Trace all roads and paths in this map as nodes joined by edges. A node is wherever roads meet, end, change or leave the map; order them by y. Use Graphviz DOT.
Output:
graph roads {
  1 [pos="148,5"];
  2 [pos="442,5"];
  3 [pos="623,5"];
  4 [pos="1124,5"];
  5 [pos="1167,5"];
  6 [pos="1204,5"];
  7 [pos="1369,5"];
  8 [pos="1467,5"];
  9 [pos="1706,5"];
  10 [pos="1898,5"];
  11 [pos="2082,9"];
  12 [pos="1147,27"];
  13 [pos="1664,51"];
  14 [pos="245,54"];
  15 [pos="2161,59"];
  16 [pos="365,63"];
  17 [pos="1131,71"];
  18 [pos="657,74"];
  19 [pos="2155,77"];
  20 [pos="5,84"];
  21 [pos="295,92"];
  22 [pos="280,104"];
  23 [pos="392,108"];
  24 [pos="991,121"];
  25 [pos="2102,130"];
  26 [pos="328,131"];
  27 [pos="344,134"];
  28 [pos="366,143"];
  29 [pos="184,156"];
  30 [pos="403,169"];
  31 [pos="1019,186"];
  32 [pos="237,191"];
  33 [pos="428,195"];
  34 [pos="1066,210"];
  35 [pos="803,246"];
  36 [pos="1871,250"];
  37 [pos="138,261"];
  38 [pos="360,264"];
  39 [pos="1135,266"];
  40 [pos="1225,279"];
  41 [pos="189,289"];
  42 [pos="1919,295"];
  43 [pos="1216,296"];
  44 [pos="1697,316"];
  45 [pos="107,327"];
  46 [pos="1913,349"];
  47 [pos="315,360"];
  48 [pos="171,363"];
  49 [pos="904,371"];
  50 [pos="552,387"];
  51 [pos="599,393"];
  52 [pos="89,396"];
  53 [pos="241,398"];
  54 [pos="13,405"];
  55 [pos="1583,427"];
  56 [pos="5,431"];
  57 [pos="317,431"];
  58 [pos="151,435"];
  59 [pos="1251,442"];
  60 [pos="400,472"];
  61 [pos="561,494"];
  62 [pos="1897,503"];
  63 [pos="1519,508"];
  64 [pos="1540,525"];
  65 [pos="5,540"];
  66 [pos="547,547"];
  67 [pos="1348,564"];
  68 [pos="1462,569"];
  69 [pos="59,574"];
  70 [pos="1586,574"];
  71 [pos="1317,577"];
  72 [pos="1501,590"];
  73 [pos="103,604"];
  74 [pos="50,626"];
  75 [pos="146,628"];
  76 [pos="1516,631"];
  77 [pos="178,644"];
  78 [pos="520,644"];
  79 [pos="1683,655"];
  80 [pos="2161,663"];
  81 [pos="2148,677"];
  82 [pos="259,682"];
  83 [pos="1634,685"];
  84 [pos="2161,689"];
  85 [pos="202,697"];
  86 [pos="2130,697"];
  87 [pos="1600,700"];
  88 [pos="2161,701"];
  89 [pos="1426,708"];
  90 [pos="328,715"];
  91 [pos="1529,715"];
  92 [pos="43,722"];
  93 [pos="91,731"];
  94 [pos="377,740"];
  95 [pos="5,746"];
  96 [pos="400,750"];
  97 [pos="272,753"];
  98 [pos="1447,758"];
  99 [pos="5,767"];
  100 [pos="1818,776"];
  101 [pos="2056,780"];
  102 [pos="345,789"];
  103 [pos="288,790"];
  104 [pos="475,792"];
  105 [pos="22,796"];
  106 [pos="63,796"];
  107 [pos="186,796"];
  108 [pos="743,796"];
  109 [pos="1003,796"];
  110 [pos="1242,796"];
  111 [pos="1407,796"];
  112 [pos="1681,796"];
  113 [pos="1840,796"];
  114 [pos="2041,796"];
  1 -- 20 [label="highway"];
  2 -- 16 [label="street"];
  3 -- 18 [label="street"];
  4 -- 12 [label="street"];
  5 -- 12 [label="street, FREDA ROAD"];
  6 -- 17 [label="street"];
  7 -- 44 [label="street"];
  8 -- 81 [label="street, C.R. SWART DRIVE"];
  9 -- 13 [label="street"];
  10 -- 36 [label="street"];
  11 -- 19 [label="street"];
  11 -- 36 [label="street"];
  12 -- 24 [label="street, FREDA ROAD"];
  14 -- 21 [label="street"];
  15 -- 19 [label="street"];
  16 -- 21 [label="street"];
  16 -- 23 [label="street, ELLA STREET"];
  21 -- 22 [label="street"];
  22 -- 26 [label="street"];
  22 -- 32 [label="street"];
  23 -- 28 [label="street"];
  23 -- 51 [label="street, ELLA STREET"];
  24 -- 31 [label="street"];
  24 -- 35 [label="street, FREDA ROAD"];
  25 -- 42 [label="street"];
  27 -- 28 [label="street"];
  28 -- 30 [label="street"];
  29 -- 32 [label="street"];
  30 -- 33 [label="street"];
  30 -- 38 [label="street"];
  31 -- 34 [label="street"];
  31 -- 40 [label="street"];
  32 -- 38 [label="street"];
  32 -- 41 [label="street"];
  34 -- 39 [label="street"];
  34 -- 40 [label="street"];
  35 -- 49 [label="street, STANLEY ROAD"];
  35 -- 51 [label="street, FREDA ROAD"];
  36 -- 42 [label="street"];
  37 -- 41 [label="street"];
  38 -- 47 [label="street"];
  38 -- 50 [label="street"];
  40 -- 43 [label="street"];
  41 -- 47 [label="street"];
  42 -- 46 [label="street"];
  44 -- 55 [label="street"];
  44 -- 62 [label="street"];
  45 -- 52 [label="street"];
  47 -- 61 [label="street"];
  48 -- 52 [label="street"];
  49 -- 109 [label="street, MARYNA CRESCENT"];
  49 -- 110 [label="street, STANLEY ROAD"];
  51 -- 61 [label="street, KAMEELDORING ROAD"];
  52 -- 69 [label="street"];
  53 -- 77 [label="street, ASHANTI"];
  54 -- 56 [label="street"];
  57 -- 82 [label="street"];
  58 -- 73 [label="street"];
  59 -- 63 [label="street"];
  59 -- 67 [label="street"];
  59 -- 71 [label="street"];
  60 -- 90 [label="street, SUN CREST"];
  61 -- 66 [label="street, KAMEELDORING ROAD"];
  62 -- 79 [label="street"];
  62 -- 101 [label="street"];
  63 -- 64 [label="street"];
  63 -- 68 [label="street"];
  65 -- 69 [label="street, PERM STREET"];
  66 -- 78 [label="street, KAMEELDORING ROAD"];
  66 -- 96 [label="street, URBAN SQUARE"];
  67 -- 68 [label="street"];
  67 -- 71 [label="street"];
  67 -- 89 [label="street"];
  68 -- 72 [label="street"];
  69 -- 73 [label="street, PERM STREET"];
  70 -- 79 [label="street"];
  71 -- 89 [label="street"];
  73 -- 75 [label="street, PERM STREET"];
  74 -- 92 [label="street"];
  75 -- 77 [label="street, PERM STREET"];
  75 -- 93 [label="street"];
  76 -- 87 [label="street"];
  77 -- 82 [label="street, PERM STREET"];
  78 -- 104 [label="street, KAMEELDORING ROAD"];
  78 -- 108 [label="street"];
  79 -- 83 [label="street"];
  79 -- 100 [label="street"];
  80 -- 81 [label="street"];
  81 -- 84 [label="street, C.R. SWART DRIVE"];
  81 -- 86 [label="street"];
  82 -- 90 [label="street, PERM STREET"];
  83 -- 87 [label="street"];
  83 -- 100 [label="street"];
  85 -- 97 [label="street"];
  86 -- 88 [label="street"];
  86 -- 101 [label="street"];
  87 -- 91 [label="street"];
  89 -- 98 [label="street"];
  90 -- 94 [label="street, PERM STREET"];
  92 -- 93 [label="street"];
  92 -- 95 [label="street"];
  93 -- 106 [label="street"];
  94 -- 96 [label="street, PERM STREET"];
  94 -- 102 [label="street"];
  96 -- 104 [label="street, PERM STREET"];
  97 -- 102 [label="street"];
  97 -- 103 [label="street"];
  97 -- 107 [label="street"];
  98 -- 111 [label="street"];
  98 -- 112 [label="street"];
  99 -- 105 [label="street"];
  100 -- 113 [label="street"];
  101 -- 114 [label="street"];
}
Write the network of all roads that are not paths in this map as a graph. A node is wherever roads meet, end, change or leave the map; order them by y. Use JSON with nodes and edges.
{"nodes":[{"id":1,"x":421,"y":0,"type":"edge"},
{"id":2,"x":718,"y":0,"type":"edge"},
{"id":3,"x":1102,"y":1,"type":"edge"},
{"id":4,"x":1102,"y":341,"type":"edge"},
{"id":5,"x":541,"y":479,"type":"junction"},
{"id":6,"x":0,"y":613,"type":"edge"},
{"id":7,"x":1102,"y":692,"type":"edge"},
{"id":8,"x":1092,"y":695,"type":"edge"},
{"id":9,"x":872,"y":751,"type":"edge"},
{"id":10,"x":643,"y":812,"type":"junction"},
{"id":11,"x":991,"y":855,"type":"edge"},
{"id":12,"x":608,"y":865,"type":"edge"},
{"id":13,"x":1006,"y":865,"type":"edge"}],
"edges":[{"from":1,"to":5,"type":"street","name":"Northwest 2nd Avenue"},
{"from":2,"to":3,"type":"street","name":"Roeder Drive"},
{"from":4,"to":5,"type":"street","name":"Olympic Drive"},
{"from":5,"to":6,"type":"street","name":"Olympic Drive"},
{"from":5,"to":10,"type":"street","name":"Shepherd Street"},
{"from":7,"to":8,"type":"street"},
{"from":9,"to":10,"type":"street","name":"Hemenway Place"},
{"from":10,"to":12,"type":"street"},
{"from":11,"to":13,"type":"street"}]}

GOAL OF THE EXERCISE | The word to find is "edges". Copy every line of the records that holds it.

COMPLETED TASK |
Trace all roads and paths in this map as nodes joined by edges. A node is wherever roads meet, end, change or leave the map; order them by y. Use Graphviz DOT.
Write the network of all roads that are not paths in this map as a graph. A node is wherever roads meet, end, change or leave the map; order them by y. Use JSON with nodes and edges.
"edges":[{"from":1,"to":5,"type":"street","name":"Northwest 2nd Avenue"},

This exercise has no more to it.